If you have ten cards numbered 1 to 10, it is possible to avoid containing a monotonic subsequence of lenth 8 with the permutation:
- 10, 2, 3, 4, 6, 5, 7, 8, 9, 1.
What is the largest k, such that every permutation is guaranteed to have either an increasing or decreasing subsequence of length k or more?
Firstly, we can repurpose our original code to have an algorithm with the same runtime complexity:
def maxUnavoidable(n):
"""
Calculates the maximum k such that all permutations of the integers 1 to n
must contain either an increasing or decreasing subsequence of length k or
more.
"""
return min(max(
longestIncreasing(sequence)
for sequence in (p, map(lambda x: -x, p))
) for p in permutations(range(n)))
This takes quite a while (calculating it on my computer took more than 30 seconds) but I was able to calculate the value of the maximum k for the first 10 integers, the number of permutations that avoid any monotonic subsequences with a length more than k + 1, and an example of one of these "optimal" permutations not containing such a subsequence:
n | max k | num avoiding k + 1 | example "optimal" permutation |
---|---|---|---|
3 | 2 | 4 | 0, 2, 1 |
4 | 2 | 4 | 1, 0, 3, 2 |
5 | 3 | 86 | 0, 1, 4, 3, 2 |
6 | 3 | 306 | 2, 1, 4, 3, 0, 5 |
7 | 3 | 882 | 2, 5, 6, 0, 3, 1, 4 |
8 | 3 | 1764 | 3, 2, 5, 0, 7, 4, 6, 1 |
9 | 3 | 1764 | 3, 7, 2, 0, 8, 5, 6, 1, 4 |
10 | 4 | 985032 | 3, 8, 4, 0, 2, 7, 5, 1, 9, 6 |
We can see that the max k increases after 4 and after 9. This led me to the following proposition:
The largest k, such that every permutation of 1, ..., n is guaranteed to have either an increasing or decreasing subsequence of length k or more is bounded above by one more than the square root of n.
We can prove this by constructing a permutation that avoids monotonic subsequences longer than the square root of p.
Let p be the smallest integer greater than or equal to the square root of n.
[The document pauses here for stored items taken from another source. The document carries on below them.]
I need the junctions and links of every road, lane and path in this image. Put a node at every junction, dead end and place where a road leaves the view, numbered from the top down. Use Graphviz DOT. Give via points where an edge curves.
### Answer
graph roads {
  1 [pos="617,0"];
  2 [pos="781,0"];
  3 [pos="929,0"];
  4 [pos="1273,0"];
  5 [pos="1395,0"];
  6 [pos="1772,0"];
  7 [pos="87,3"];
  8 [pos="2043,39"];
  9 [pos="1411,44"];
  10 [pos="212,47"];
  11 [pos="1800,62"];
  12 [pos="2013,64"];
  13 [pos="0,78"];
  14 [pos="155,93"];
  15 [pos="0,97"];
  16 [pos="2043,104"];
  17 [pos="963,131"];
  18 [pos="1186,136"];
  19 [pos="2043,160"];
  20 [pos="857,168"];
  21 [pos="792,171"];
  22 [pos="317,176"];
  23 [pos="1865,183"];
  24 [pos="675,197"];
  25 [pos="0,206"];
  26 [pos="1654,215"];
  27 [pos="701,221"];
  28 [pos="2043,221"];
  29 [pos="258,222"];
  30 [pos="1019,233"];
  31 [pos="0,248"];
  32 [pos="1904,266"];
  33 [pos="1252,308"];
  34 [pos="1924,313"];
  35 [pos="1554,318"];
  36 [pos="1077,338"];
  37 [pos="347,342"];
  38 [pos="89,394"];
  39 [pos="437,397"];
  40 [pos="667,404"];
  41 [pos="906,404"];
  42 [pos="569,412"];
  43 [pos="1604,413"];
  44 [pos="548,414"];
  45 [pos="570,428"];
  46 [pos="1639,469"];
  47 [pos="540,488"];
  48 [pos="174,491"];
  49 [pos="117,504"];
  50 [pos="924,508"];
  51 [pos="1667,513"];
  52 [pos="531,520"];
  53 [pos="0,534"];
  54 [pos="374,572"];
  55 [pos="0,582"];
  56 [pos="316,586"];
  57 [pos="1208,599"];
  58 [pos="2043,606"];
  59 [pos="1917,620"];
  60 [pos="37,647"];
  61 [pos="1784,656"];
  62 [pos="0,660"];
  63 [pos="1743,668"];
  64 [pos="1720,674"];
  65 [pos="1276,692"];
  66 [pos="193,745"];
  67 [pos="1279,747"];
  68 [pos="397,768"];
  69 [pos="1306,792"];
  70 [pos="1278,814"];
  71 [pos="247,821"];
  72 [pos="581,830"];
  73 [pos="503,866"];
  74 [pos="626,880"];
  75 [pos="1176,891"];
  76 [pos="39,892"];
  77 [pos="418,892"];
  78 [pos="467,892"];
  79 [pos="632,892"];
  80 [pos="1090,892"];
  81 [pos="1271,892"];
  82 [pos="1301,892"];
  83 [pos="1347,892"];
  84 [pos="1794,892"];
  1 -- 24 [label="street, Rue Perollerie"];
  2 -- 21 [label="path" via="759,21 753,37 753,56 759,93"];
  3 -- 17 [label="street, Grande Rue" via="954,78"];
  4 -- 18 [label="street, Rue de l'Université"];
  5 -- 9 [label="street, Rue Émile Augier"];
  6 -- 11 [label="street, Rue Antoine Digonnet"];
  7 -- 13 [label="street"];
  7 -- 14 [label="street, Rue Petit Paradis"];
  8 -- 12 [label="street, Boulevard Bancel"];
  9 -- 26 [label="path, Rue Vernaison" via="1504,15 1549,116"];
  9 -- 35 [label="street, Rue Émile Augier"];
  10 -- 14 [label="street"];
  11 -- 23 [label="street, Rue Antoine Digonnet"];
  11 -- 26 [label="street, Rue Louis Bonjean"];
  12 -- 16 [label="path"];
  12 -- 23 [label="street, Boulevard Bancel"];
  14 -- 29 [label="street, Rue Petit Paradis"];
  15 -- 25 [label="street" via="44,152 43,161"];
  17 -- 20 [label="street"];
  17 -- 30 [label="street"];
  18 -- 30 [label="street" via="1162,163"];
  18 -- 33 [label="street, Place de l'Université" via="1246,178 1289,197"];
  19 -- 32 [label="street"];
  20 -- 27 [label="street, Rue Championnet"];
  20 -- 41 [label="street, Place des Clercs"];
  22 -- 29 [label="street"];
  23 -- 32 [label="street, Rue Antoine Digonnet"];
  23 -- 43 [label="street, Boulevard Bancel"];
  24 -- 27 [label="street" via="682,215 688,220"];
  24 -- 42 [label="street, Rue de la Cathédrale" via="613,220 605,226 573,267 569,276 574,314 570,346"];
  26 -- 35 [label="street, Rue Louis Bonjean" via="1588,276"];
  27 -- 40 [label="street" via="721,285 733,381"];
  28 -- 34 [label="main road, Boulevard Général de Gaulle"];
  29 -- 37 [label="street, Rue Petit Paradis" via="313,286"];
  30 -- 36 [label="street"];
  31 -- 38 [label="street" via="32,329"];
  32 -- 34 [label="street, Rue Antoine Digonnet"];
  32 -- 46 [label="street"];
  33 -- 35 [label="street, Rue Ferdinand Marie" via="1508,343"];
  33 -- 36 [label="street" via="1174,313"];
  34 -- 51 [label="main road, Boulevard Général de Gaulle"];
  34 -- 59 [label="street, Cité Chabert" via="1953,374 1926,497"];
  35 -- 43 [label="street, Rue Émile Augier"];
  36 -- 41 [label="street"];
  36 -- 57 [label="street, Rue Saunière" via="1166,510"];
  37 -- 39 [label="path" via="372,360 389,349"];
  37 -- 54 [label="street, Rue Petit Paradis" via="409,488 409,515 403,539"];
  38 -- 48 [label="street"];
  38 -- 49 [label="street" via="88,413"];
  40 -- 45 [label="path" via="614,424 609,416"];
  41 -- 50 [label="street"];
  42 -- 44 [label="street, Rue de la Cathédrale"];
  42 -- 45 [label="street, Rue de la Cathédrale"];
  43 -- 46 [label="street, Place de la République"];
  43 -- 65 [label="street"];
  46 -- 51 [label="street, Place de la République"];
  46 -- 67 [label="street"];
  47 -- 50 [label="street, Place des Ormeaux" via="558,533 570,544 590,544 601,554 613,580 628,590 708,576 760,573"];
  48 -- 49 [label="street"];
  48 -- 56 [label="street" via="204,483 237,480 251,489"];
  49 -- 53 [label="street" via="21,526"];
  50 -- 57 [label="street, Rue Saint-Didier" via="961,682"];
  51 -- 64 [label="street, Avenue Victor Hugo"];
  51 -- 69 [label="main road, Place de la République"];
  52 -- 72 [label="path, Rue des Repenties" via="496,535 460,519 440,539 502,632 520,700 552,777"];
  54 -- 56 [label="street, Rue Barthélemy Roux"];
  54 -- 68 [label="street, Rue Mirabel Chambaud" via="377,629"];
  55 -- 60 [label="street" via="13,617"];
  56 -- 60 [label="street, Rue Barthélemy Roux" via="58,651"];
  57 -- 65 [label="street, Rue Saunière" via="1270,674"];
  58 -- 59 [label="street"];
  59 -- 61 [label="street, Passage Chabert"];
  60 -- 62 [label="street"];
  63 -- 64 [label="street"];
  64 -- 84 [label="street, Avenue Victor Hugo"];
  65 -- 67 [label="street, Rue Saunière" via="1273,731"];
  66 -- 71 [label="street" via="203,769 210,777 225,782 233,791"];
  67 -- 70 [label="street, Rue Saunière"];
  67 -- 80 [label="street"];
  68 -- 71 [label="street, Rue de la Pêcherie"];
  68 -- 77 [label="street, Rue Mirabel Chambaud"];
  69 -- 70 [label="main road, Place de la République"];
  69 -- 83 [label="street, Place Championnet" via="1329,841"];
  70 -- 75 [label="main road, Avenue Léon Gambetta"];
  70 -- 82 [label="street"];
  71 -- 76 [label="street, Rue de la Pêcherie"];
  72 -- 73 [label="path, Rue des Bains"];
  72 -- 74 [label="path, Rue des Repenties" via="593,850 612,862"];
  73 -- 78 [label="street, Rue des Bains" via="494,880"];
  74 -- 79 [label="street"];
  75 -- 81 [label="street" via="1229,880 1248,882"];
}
If we take the numbers from 1 to n in order, we can reverse the sections 1 to p, p + 1 to 2p and so on until we reverse (p - 1)p to n to create a new permutation.
.
.
.
.
.
.
.
.
An illustration of the scheme for n = 8.
We claim the the longest monotone subsequence has length p. Any decreasing subsequence can be no longer than p, as it must be completely contained in one of the groups. Any increasing subsequence can be no longer than p, as it cannot use more than one element from any of the groups. ☐
The largest k, such that every permutation of 1, ..., n is guaranteed to have either an increasing or decreasing subsequence of length k or more is bounded below by the square root of n.
Fix a permutation, P, of the numbers 1 to n. For each 1 ≤ i ≤ n, we can define two numbers A(i) and D(i) where A(i) is the length of the longest increasing subsequence in P(1), P(2), ..., P(i) and and D(i) is the length of the longest decreasing subsequence in P(1), P(2), ..., P(i). We show that for every i, the pair A(i), D(i) must be unique.
Fix 1 ≤ x ≤ n. Assume that there exists some y < x such that A(y) = A(x) and D(y) = D(x). Since P is a permutation, we have P(x) ≠ P(y).
Suppose that P(y) < P(x), then there is an increasing subsequence of P(1), ..., P(y) that is increasing and has length A(y). Since P(y) < P(x) we can append x to this subsequence to generate an increasing subsequence of P(1), ..., P(x) of length A(y) + 1, but A(y) = A(x) ≥ A(y) + 1 is a contradiction.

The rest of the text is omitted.